To make a synth that sounds like Deep Note, first I need to understand Deep Note. Fortunately, Batuhan Bozkurt has analyzed Deep Note and has published a good approximation of the sound. Unfortunately, he used a synthesis language called SuperCollider. I didn’t know anything about SuperCollider.

SuperCollider is a declarative programming language for describing audio processing engines. Its basic numeric type is a tensor, much like APL and NumPy. It has high level primitives like oscillator, filter, envelope generator, etc.

But SuperCollider is open source, so it’s easy enough to extract the relevant algorithms. “Easy enough” in this context means a week or two of learning SuperCollider concepts, grepping through code, exploring blind alleys. Free Software is both free as in freedom and free as in all your free time.

The overall architecture is like this. There are 32 voices. Each voice is a sawtooth oscillator, a low pass filter, and a panner. Each osc. starts out randomly drifting between 200 and 400 Hz, then as the voices converge to the big chord, it sweeps toward its place in the chord. The filter tracks the oscillator’s frequency, with its cutoff frequency six times higher. The panner puts the oscillator at a fixed, random position between the stereo channels.

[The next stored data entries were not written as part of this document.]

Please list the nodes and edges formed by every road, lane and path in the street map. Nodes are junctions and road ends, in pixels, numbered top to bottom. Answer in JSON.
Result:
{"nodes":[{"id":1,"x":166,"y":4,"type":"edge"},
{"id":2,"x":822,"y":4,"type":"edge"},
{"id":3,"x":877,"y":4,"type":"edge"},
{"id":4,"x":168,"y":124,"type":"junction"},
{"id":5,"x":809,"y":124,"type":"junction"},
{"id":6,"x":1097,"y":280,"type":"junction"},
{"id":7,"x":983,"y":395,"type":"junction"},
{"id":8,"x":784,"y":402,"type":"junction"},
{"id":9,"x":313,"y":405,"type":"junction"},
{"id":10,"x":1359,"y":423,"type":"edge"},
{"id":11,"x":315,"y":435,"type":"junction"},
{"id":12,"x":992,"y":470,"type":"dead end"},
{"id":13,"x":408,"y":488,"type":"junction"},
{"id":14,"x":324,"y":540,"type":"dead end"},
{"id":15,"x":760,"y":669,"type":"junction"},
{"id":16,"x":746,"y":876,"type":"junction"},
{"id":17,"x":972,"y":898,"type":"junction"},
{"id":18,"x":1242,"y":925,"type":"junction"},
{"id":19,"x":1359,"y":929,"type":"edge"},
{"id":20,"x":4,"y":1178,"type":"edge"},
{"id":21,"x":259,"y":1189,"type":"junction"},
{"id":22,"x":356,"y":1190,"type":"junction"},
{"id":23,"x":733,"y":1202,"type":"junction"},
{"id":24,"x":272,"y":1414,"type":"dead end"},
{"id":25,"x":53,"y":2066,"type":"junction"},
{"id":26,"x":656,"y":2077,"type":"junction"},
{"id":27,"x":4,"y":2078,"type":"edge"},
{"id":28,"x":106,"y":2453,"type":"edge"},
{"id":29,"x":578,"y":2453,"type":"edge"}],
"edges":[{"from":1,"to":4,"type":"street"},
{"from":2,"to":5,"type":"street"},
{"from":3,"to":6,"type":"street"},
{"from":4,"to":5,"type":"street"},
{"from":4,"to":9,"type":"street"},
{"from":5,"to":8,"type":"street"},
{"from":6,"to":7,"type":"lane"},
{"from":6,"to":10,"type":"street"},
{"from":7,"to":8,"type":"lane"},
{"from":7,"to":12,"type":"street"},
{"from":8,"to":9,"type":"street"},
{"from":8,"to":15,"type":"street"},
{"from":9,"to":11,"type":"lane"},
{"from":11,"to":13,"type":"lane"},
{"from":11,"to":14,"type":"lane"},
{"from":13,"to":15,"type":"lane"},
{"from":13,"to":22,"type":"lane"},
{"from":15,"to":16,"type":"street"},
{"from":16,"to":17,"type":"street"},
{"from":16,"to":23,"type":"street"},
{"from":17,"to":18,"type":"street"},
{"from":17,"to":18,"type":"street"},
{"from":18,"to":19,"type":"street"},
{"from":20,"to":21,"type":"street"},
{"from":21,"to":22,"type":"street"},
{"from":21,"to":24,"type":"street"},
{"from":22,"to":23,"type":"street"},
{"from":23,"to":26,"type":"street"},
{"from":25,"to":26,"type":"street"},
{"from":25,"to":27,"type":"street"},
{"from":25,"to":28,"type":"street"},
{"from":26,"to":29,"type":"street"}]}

All voices are mixed together, then the mix is low pass filtered and attenuated. The global filter starts at 2KHz, and gradually opens up to 20KHz. The global attenuator starts at zero, then opens up over a 12 second period.

Earslap's Deep Note architecture

So I reimplemented it in C. At first, I just ran it on my Mac – the edit-compile-test cycle is faster there. Then I ported the C code to the 1UP.

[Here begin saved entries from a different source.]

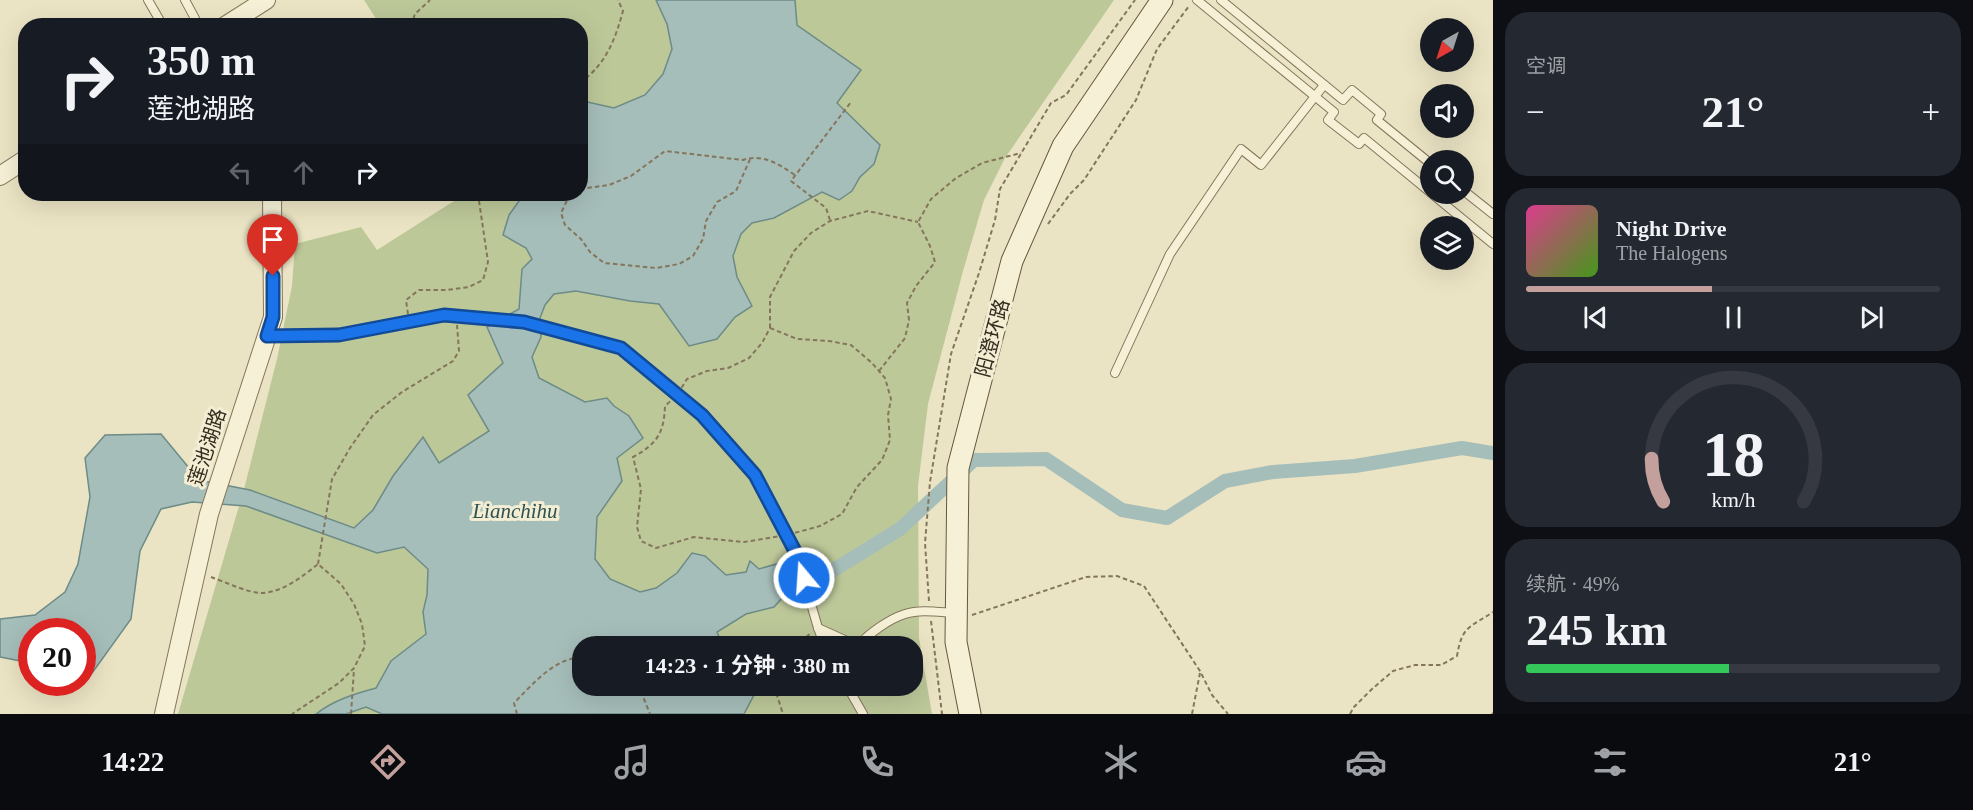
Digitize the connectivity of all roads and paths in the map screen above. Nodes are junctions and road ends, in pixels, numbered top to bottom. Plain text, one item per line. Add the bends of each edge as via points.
1 (148, 0) edge
2 (185, 0) edge
3 (266, 0) edge
4 (429, 0) edge
5 (618, 0) edge
6 (1162, 0) edge
7 (1195, 0) edge
8 (1221, 0) edge
9 (158, 18) edge
10 (195, 18) edge
11 (238, 18) edge
12 (414, 18) edge
13 (588, 77) edge
14 (1324, 85) junction
15 (1315, 96) junction
16 (851, 102) dead end
17 (1022, 153) dead end
18 (1420, 155) edge
19 (751, 157) junction
20 (18, 164) edge
21 (0, 176) edge
22 (796, 176) junction
23 (1420, 184) edge
24 (588, 188) edge
25 (1474, 199) edge
26 (272, 201) edge
27 (479, 201) edge
28 (566, 201) edge
29 (1444, 204) edge
30 (1493, 214) edge
31 (830, 221) junction
32 (918, 222) junction
33 (1048, 224) dead end
34 (1493, 244) edge
35 (456, 316) junction
36 (410, 322) junction
37 (770, 328) junction
38 (267, 336) junction
39 (879, 371) junction
40 (1114, 373) dead end
41 (677, 394) junction
42 (930, 482) dead end
43 (787, 535) junction
44 (318, 564) junction
45 (196, 571) junction
46 (930, 611) junction
47 (966, 612) junction
48 (1493, 612) edge
49 (818, 628) junction
50 (807, 636) edge
51 (821, 636) edge
52 (836, 636) edge
53 (867, 636) edge
54 (572, 658) edge
55 (354, 668) junction
56 (1200, 671) junction
57 (643, 696) edge
58 (777, 696) edge
59 (854, 696) edge
60 (164, 714) edge
61 (292, 714) edge
62 (351, 714) edge
63 (518, 714) edge
64 (650, 714) edge
65 (783, 714) edge
66 (863, 714) edge
67 (942, 714) edge
68 (970, 714) edge
69 (1192, 714) edge
70 (1228, 714) edge
71 (1350, 714) edge

1 - 9 lane
2 - 10 lane
3 - 11 street
4 - 12 path
5 - 13 path via 623,11 613,45
6 - 47 main road, 阳澄环路 via 1063,146 1012,261 958,468 957,511
7 - 15 lane
7 - 33 path via 1157,49 1136,100 1084,180
8 - 14 lane
14 - 15 lane
14 - 18 lane via 1343,100 1352,90 1381,114 1377,120
15 - 23 lane via 1334,112 1328,120 1359,144 1364,138
15 - 40 lane via 1261,165 1241,149 1170,254
16 - 22 path
17 - 32 path via 982,163 956,178 931,199
19 - 22 path via 778,163
19 - 24 path via 743,160 665,151 632,176
19 - 28 path via 736,191 717,202 693,256 680,264 656,268 604,263 565,225 561,213
20 - 21 street
22 - 31 path via 791,181 825,208
25 - 30 lane
26 - 38 street, 莲池湖路 via 273,317
27 - 36 path via 488,262 483,280 458,289 419,290 406,300
29 - 34 lane
31 - 32 path via 868,211
31 - 37 path via 810,233 794,251 770,297
32 - 39 path via 935,262 907,303 905,338
35 - 36 lane
35 - 41 lane via 524,322 621,348
35 - 44 path via 459,351 453,361 373,415 332,479
36 - 38 lane via 339,335
37 - 39 path via 797,339 851,345
37 - 41 path via 749,358 687,379
38 - 45 street, 莲池湖路 via 209,514
39 - 43 path via 891,399 890,440 882,460 857,487 842,514 820,526
41 - 43 lane via 702,415 755,475
41 - 43 path via 665,406 659,436 633,457 641,489 637,528 641,542 656,548 694,537 744,542
42 - 46 path via 925,542
43 - 49 lane via 797,555
44 - 45 path via 282,588 260,593
44 - 55 path via 341,584 362,624 364,646
45 - 60 street, 莲池湖路
46 - 47 lane
46 - 53 lane via 906,614
46 - 67 path
47 - 56 path via 1086,577 1117,576 1144,586
47 - 68 main road, 阳澄环路 via 957,642
48 - 71 path via 1460,637 1457,656 1441,665 1414,665 1393,671
49 - 50 path
49 - 51 lane
49 - 52 lane
54 - 63 path via 546,671 514,703
55 - 61 path via 339,683
55 - 62 path
56 - 69 path
56 - 70 path via 1212,695
57 - 64 path
58 - 65 path
59 - 66 lane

SuperCollider uses 2nd order biquad filters. I started out with those, then switched to state variable filters. The SVFs are more efficient when the cutoff frequency is changing. These filters’ cutoffs are always changing.

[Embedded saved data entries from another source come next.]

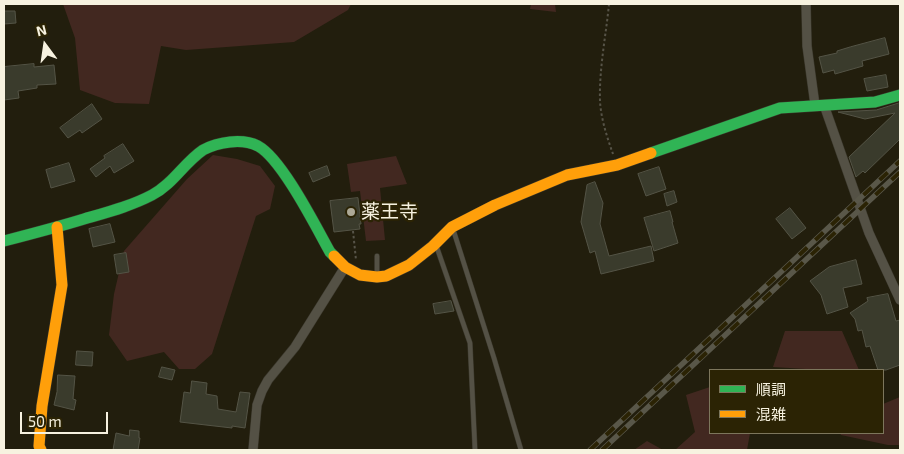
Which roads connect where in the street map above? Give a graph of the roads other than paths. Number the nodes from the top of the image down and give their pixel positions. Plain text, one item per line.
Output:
1 (806, 4) edge
2 (900, 96) edge
3 (820, 105) junction
4 (57, 227) junction
5 (452, 228) junction
6 (4, 242) edge
7 (436, 244) junction
8 (376, 256) dead end
9 (345, 267) junction
10 (377, 277) junction
11 (900, 300) edge
12 (41, 450) edge
13 (253, 450) edge
14 (475, 450) edge
15 (521, 450) edge

1 - 3 street
2 - 3 street
3 - 5 street
3 - 11 street
4 - 6 street
4 - 9 street
4 - 12 street
5 - 7 street
5 - 15 lane
7 - 10 street
7 - 14 lane
8 - 10 lane
9 - 10 street
9 - 13 street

Note: I know nothing about DSP. Whenever I say something like “biquad filter”, you may safely assume that I’m just parroting something I read somewhere. I wouldn’t know an actual biquad filter from my own grandmother. But I can read code, so if I see code purporting to be a biquad filter, I can analyze and transform it as code.

One thing I never did figure out was SuperCollider’s sawtooth oscillator. It appears to be a perfectly bandlimited sawtooth (as opposed to a filtered one) created as the ratio of two sine waves, integrated. The denominator is the oscillator’s fundamental frequency, and the numerator is the highest odd harmonic below the Nyquist frequency. But that makes no sense to me. I tried for too long to extract working code from SuperCollider, but failed.

I ended up using an aliased sawtooth oscillator instead. Sorry. The low pass filter removes most of the aliasing, and the limited bit depth gets most of the rest.

So that’s Deep Note analyzed and implemented. The next challenge is to make something that plays more than one note.